● **WORK INSTRUCTION**:
Could the listing below be returned exactly, with its pictures left out?

● **MATERIAL TO PROCESS**:
------------

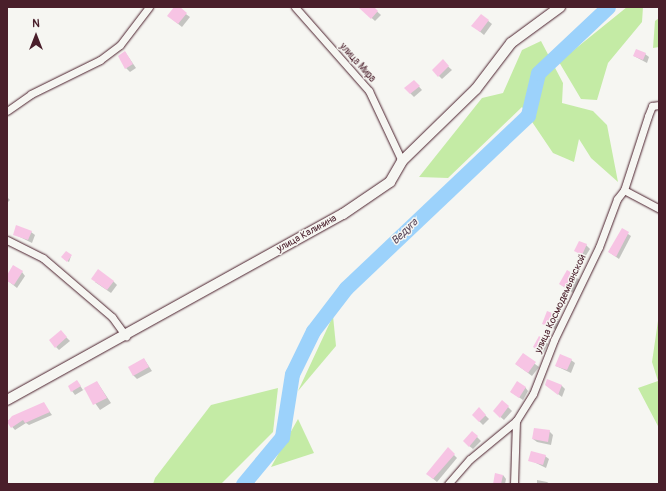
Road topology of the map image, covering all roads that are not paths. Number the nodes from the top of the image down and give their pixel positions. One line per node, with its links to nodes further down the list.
1 (149, 7): 5 (street)
2 (295, 7): 6 (street, улица Мира)
3 (560, 7): 6 (street, улица Калинина)
4 (656, 105): 7 (street, улица Космодемьянской)
5 (7, 111)
6 (402, 161): 10 (street, улица Калинина)
7 (624, 190): 8 (street); 12 (street, улица Космодемьянской)
8 (659, 208)
9 (7, 240): 10 (street)
10 (126, 336): 11 (street, улица Калинина)
11 (7, 400)
12 (516, 420): 13 (street, улица Космодемьянской); 14 (street)
13 (448, 484)
14 (514, 484)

------------

● **TASK RESPONSE**:
Road topology of the map image, covering all roads that are not paths. Number the nodes from the top of the image down and give their pixel positions. One line per node, with its links to nodes further down the list.
1 (149, 7): 5 (street)
2 (295, 7): 6 (street, улица Мира)
3 (560, 7): 6 (street, улица Калинина)
4 (656, 105): 7 (street, улица Космодемьянской)
5 (7, 111)
6 (402, 161): 10 (street, улица Калинина)
7 (624, 190): 8 (street); 12 (street, улица Космодемьянской)
8 (659, 208)
9 (7, 240): 10 (street)
10 (126, 336): 11 (street, улица Калинина)
11 (7, 400)
12 (516, 420): 13 (street, улица Космодемьянской); 14 (street)
13 (448, 484)
14 (514, 484)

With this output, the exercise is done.